Feathers because his inner beast is a gryphon. Half-eagle, half-lion. A guardian of the divine. Which is ridiculously appropriate because I’m … I’m …
I’m the aspect of a goddess myself.
That power is still unsettled within me, though. As if it hasn’t infused itself on a molecular level yet, hasn’t completely permeated my soul. I press my hand over the necklace tucked under my sweater — a massive pink-diamond amulet caged in threads of gold that teem with power separate from my own. That artifact, heavy with metaphorical weight rather than actual physical mass, appeared around my neck at the moment of my aunt’s death. It’s supposed to help me navigate … well, all of what it means to be the Conduit.
Rought tightens his hold on my left hand and draws it against his chest, so I can feel his heart beating. Steady and sure. His body heat radiates through his shirt, warming my chilly fingers.

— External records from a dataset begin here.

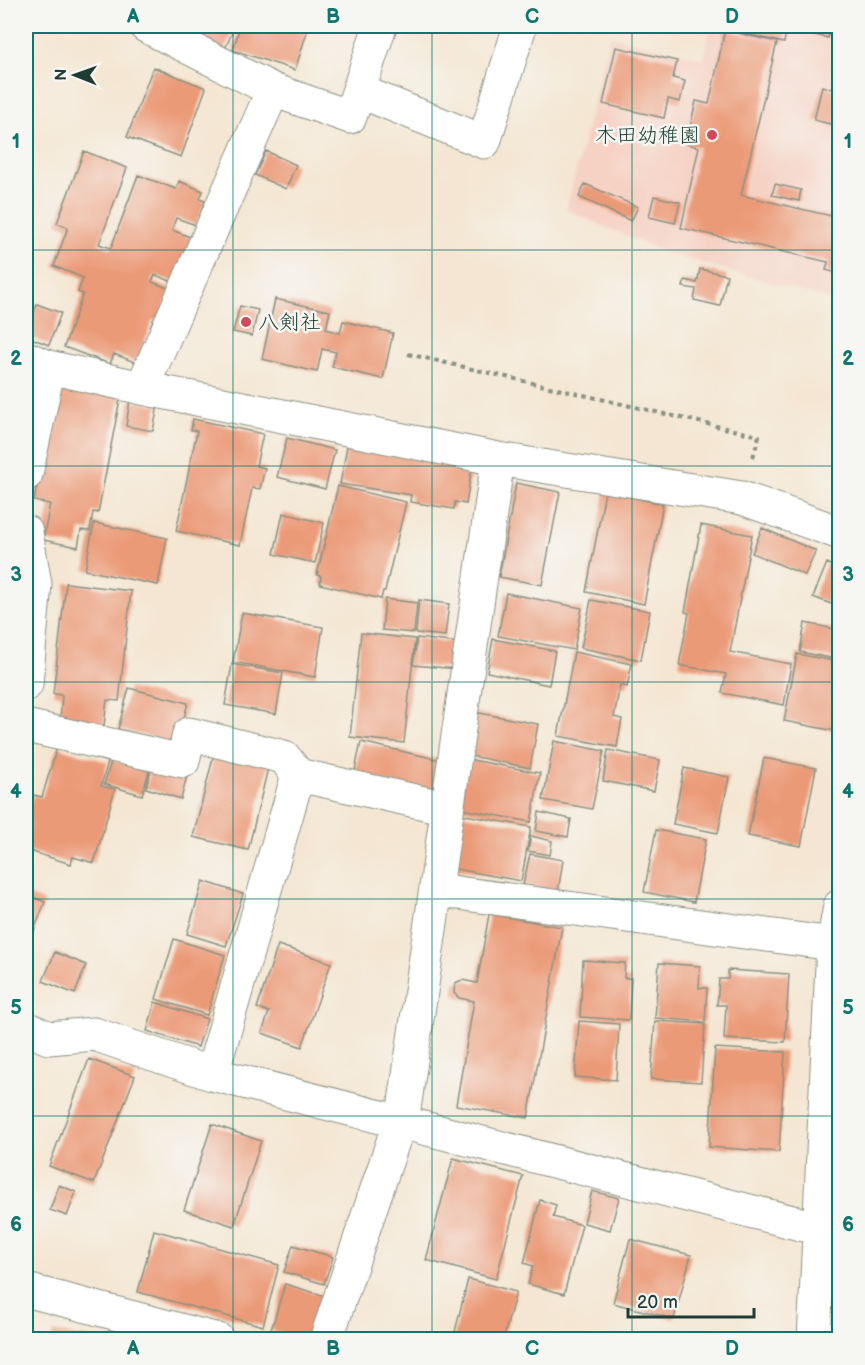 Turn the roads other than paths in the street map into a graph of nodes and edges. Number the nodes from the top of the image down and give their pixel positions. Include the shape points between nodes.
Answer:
1 (146, 26) edge
2 (380, 26) edge
3 (519, 26) edge
4 (273, 90) junction
5 (358, 91) junction
6 (37, 362) edge
7 (142, 388) junction
8 (498, 459) junction
9 (26, 474) edge
10 (26, 532) edge
11 (840, 533) edge
12 (26, 684) edge
13 (26, 726) edge
14 (298, 775) junction
15 (447, 808) junction
16 (436, 890) junction
17 (840, 906) edge
18 (836, 945) edge
19 (26, 1028) edge
20 (212, 1074) junction
21 (400, 1122) junction
22 (820, 1229) junction
23 (26, 1290) edge
24 (218, 1340) edge
25 (326, 1340) edge
26 (814, 1340) edge

1 - 4 street
2 - 5 street
3 - 5 street via 484,142
4 - 5 street via 350,117
4 - 7 street
6 - 7 street
6 - 9 street
7 - 8 street
8 - 11 street via 742,498
8 - 15 street
10 - 12 street via 35,584
13 - 14 street via 183,761 189,734 284,757
14 - 15 street
14 - 20 street
15 - 16 street
16 - 18 street
16 - 21 street
17 - 18 street
18 - 22 street
19 - 20 street via 49,1038 94,1034
20 - 21 street
21 - 22 street
21 - 25 street
22 - 26 street
23 - 24 street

And I know now … I know the other reason I haven’t felt wholly realized in a very long time. One of three reasons, at least.
Including the male staring at me with concern, in wonder, with the burnished gold of his gryphon ringing his blue-green eyes.
Rought.
My soul-bound mate.
Mine.
I’ve been … rudderless, aimless, reckless. I thought that was just my nature. Because I was destined to be the next Conduit, pulled back from death numerous times because I had a duty to the fucking universe. Not truly a person, just a vessel-in-waiting.
And also … banished, I now realize, from the property, from the intersection point my aunt held — one of only seven active secondary anchors for all essence. Though once there were nine intersection points in total. Energy, or life force depending on various belief systems, is first anchored in the Conduit, then woven around the globe through the intersection points in a protective boundary.
I’ve been banished from the family that could have been mine.
“Thirteen years ago …” I murmur, starting to piece it together. Thread by thread. Maybe I can weave it all back into place? First in my mind, and then … gathering the missing pieces of my soul?
Rought swallows harshly, drawing my gaze back to the tanned skin of his neck. “Yes. Almost thirteen years now …” The Southern drawl to his accent is tinged with old grief. “We had part of that summer together.”
His gaze flicks to the black-and-white photograph on the wall behind me. One of the numerous photos I’ve just discovered in the second bedroom of the caretaker’s suite in the workshop-barn. Taken by Mack, the former occupant of these rooms and my aunt’s recently deceased chosen. The space is just white-painted walls, worn wood floors, and at least twenty identically framed eighteen-inch photographs.
All taken without our knowledge, according to Rought— and to my still-hazy memories of the time I spent at the Gage estate, from childhood through my teenage years.
I don’t have to turn to recall the photo that’s captured Rought’s attention over my shoulder. The moment immortalized within it, of which I have no actual memory, is already burned into my brain.
The three half-brothers and me by a campfire on the beach in monochrome. Rought, Rath, andReck. Starlight overhead. And anatomical hearts tattooed across all our chests.
“I died … that summer,” I say.
“Yes.”
“I don’t remember that either.”
“I do.” Rought’s thumb brushes against the back of my hand still pressed against his chest. His caress is tender, comforting.